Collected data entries
=== Begin Enclosure ===
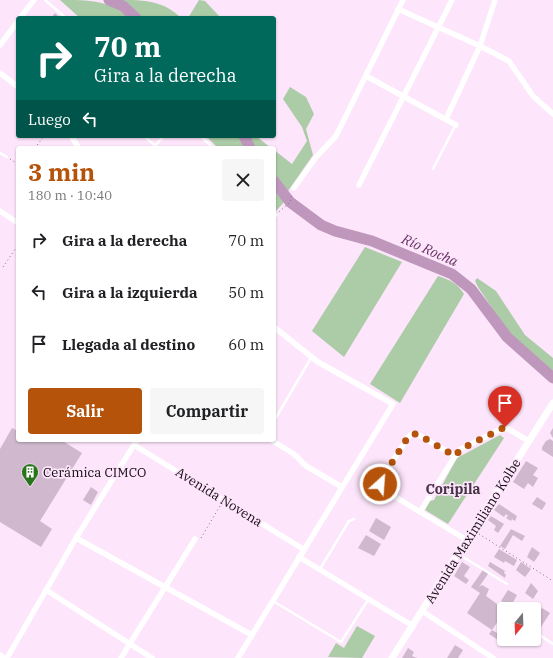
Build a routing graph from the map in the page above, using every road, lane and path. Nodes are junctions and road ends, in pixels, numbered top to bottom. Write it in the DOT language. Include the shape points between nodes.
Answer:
graph roads {
  1 [pos="34,0"];
  2 [pos="45,0"];
  3 [pos="403,0"];
  4 [pos="452,0"];
  5 [pos="495,0"];
  6 [pos="398,9"];
  7 [pos="22,16"];
  8 [pos="64,16"];
  9 [pos="16,25"];
  10 [pos="439,28"];
  11 [pos="0,45"];
  12 [pos="480,46"];
  13 [pos="0,73"];
  14 [pos="366,76"];
  15 [pos="16,85"];
  16 [pos="405,97"];
  17 [pos="552,112"];
  18 [pos="446,120"];
  19 [pos="456,125"];
  20 [pos="146,138"];
  21 [pos="162,138"];
  22 [pos="203,138"];
  23 [pos="154,146"];
  24 [pos="156,146"];
  25 [pos="212,146"];
  26 [pos="0,153"];
  27 [pos="7,157"];
  28 [pos="16,163"];
  29 [pos="433,170"];
  30 [pos="359,185"];
  31 [pos="294,188"];
  32 [pos="0,211"];
  33 [pos="276,213"];
  34 [pos="16,222"];
  35 [pos="16,248"];
  36 [pos="3,267"];
  37 [pos="276,329"];
  38 [pos="311,357"];
  39 [pos="553,403"];
  40 [pos="276,418"];
  41 [pos="529,441"];
  42 [pos="136,442"];
  43 [pos="274,442"];
  44 [pos="455,456"];
  45 [pos="342,487"];
  46 [pos="224,500"];
  47 [pos="420,512"];
  48 [pos="354,519"];
  49 [pos="473,530"];
  50 [pos="76,538"];
  51 [pos="195,540"];
  52 [pos="467,540"];
  53 [pos="303,549"];
  54 [pos="458,554"];
  55 [pos="299,557"];
  56 [pos="320,569"];
  57 [pos="553,581"];
  58 [pos="507,584"];
  59 [pos="166,586"];
  60 [pos="46,590"];
  61 [pos="368,599"];
  62 [pos="272,601"];
  63 [pos="422,611"];
  64 [pos="413,626"];
  65 [pos="252,635"];
  66 [pos="541,636"];
  67 [pos="130,644"];
  68 [pos="553,644"];
  69 [pos="0,655"];
  70 [pos="485,656"];
  71 [pos="6,658"];
  72 [pos="121,658"];
  73 [pos="152,658"];
  74 [pos="238,658"];
  75 [pos="392,658"];
  76 [pos="492,658"];
  1 -- 7 [label="street"];
  2 -- 8 [label="lane"];
  3 -- 6 [label="street"];
  4 -- 10 [label="street"];
  5 -- 12 [label="street"];
  6 -- 10 [label="street"];
  6 -- 14 [label="street"];
  9 -- 11 [label="street"];
  10 -- 12 [label="street"];
  10 -- 16 [label="street"];
  12 -- 17 [label="street" via="509,60 533,96"];
  12 -- 18 [label="street"];
  13 -- 15 [label="street"];
  14 -- 16 [label="street"];
  14 -- 31 [label="street" via="336,136 317,156"];
  16 -- 18 [label="street"];
  16 -- 30 [label="street"];
  18 -- 19 [label="street"];
  19 -- 29 [label="lane"];
  20 -- 23 [label="lane"];
  21 -- 24 [label="lane"];
  22 -- 25 [label="lane"];
  26 -- 27 [label="lane"];
  27 -- 28 [label="path"];
  31 -- 33 [label="path" via="290,202"];
  32 -- 34 [label="street"];
  35 -- 36 [label="path"];
  37 -- 38 [label="street"];
  38 -- 40 [label="lane"];
  38 -- 45 [label="street" via="393,404"];
  39 -- 41 [label="main road, Avenida Maximiliano Kolbe"];
  41 -- 44 [label="street" via="505,427 461,449"];
  41 -- 49 [label="main road, Avenida Maximiliano Kolbe"];
  42 -- 46 [label="street, Avenida Novena"];
  42 -- 50 [label="street"];
  43 -- 45 [label="street" via="294,454 306,466"];
  44 -- 47 [label="street"];
  44 -- 47 [label="street" via="417,434 412,434 381,480 382,489"];
  45 -- 53 [label="street"];
  46 -- 51 [label="path" via="201,539"];
  46 -- 53 [label="street, Avenida Novena"];
  47 -- 52 [label="street"];
  48 -- 56 [label="lane" via="349,521"];
  49 -- 52 [label="main road, Avenida Maximiliano Kolbe"];
  49 -- 57 [label="path"];
  50 -- 59 [label="street"];
  50 -- 60 [label="street"];
  51 -- 59 [label="street"];
  52 -- 54 [label="main road, Avenida Maximiliano Kolbe"];
  53 -- 55 [label="street"];
  54 -- 58 [label="lane"];
  54 -- 63 [label="main road, Avenida Maximiliano Kolbe"];
  55 -- 56 [label="street"];
  55 -- 62 [label="street"];
  56 -- 61 [label="street"];
  59 -- 65 [label="street"];
  59 -- 67 [label="street"];
  60 -- 67 [label="street"];
  60 -- 71 [label="street"];
  61 -- 62 [label="lane" via="341,642"];
  61 -- 64 [label="street"];
  62 -- 65 [label="street"];
  63 -- 64 [label="main road, Avenida Maximiliano Kolbe"];
  63 -- 70 [label="street"];
  64 -- 75 [label="main road, Avenida Maximiliano Kolbe"];
  65 -- 74 [label="street"];
  66 -- 68 [label="lane"];
  67 -- 72 [label="street"];
  67 -- 73 [label="street"];
  69 -- 71 [label="street"];
  70 -- 76 [label="street"];
}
=== End Enclosure ===
▶ ACTIVITY:
Pictures are not part of the copy; transcribe the rest of the data verbatim.

▶ RESULT OF THE TASK:
Build a routing graph from the map in the page above, using every road, lane and path. Nodes are junctions and road ends, in pixels, numbered top to bottom. Write it in the DOT language. Include the shape points between nodes.
Answer:
graph roads {
  1 [pos="34,0"];
  2 [pos="45,0"];
  3 [pos="403,0"];
  4 [pos="452,0"];
  5 [pos="495,0"];
  6 [pos="398,9"];
  7 [pos="22,16"];
  8 [pos="64,16"];
  9 [pos="16,25"];
  10 [pos="439,28"];
  11 [pos="0,45"];
  12 [pos="480,46"];
  13 [pos="0,73"];
  14 [pos="366,76"];
  15 [pos="16,85"];
  16 [pos="405,97"];
  17 [pos="552,112"];
  18 [pos="446,120"];
  19 [pos="456,125"];
  20 [pos="146,138"];
  21 [pos="162,138"];
  22 [pos="203,138"];
  23 [pos="154,146"];
  24 [pos="156,146"];
  25 [pos="212,146"];
  26 [pos="0,153"];
  27 [pos="7,157"];
  28 [pos="16,163"];
  29 [pos="433,170"];
  30 [pos="359,185"];
  31 [pos="294,188"];
  32 [pos="0,211"];
  33 [pos="276,213"];
  34 [pos="16,222"];
  35 [pos="16,248"];
  36 [pos="3,267"];
  37 [pos="276,329"];
  38 [pos="311,357"];
  39 [pos="553,403"];
  40 [pos="276,418"];
  41 [pos="529,441"];
  42 [pos="136,442"];
  43 [pos="274,442"];
  44 [pos="455,456"];
  45 [pos="342,487"];
  46 [pos="224,500"];
  47 [pos="420,512"];
  48 [pos="354,519"];
  49 [pos="473,530"];
  50 [pos="76,538"];
  51 [pos="195,540"];
  52 [pos="467,540"];
  53 [pos="303,549"];
  54 [pos="458,554"];
  55 [pos="299,557"];
  56 [pos="320,569"];
  57 [pos="553,581"];
  58 [pos="507,584"];
  59 [pos="166,586"];
  60 [pos="46,590"];
  61 [pos="368,599"];
  62 [pos="272,601"];
  63 [pos="422,611"];
  64 [pos="413,626"];
  65 [pos="252,635"];
  66 [pos="541,636"];
  67 [pos="130,644"];
  68 [pos="553,644"];
  69 [pos="0,655"];
  70 [pos="485,656"];
  71 [pos="6,658"];
  72 [pos="121,658"];
  73 [pos="152,658"];
  74 [pos="238,658"];
  75 [pos="392,658"];
  76 [pos="492,658"];
  1 -- 7 [label="street"];
  2 -- 8 [label="lane"];
  3 -- 6 [label="street"];
  4 -- 10 [label="street"];
  5 -- 12 [label="street"];
  6 -- 10 [label="street"];
  6 -- 14 [label="street"];
  9 -- 11 [label="street"];
  10 -- 12 [label="street"];
  10 -- 16 [label="street"];
  12 -- 17 [label="street" via="509,60 533,96"];
  12 -- 18 [label="street"];
  13 -- 15 [label="street"];
  14 -- 16 [label="street"];
  14 -- 31 [label="street" via="336,136 317,156"];
  16 -- 18 [label="street"];
  16 -- 30 [label="street"];
  18 -- 19 [label="street"];
  19 -- 29 [label="lane"];
  20 -- 23 [label="lane"];
  21 -- 24 [label="lane"];
  22 -- 25 [label="lane"];
  26 -- 27 [label="lane"];
  27 -- 28 [label="path"];
  31 -- 33 [label="path" via="290,202"];
  32 -- 34 [label="street"];
  35 -- 36 [label="path"];
  37 -- 38 [label="street"];
  38 -- 40 [label="lane"];
  38 -- 45 [label="street" via="393,404"];
  39 -- 41 [label="main road, Avenida Maximiliano Kolbe"];
  41 -- 44 [label="street" via="505,427 461,449"];
  41 -- 49 [label="main road, Avenida Maximiliano Kolbe"];
  42 -- 46 [label="street, Avenida Novena"];
  42 -- 50 [label="street"];
  43 -- 45 [label="street" via="294,454 306,466"];
  44 -- 47 [label="street"];
  44 -- 47 [label="street" via="417,434 412,434 381,480 382,489"];
  45 -- 53 [label="street"];
  46 -- 51 [label="path" via="201,539"];
  46 -- 53 [label="street, Avenida Novena"];
  47 -- 52 [label="street"];
  48 -- 56 [label="lane" via="349,521"];
  49 -- 52 [label="main road, Avenida Maximiliano Kolbe"];
  49 -- 57 [label="path"];
  50 -- 59 [label="street"];
  50 -- 60 [label="street"];
  51 -- 59 [label="street"];
  52 -- 54 [label="main road, Avenida Maximiliano Kolbe"];
  53 -- 55 [label="street"];
  54 -- 58 [label="lane"];
  54 -- 63 [label="main road, Avenida Maximiliano Kolbe"];
  55 -- 56 [label="street"];
  55 -- 62 [label="street"];
  56 -- 61 [label="street"];
  59 -- 65 [label="street"];
  59 -- 67 [label="street"];
  60 -- 67 [label="street"];
  60 -- 71 [label="street"];
  61 -- 62 [label="lane" via="341,642"];
  61 -- 64 [label="street"];
  62 -- 65 [label="street"];
  63 -- 64 [label="main road, Avenida Maximiliano Kolbe"];
  63 -- 70 [label="street"];
  64 -- 75 [label="main road, Avenida Maximiliano Kolbe"];
  65 -- 74 [label="street"];
  66 -- 68 [label="lane"];
  67 -- 72 [label="street"];
  67 -- 73 [label="street"];
  69 -- 71 [label="street"];
  70 -- 76 [label="street"];
}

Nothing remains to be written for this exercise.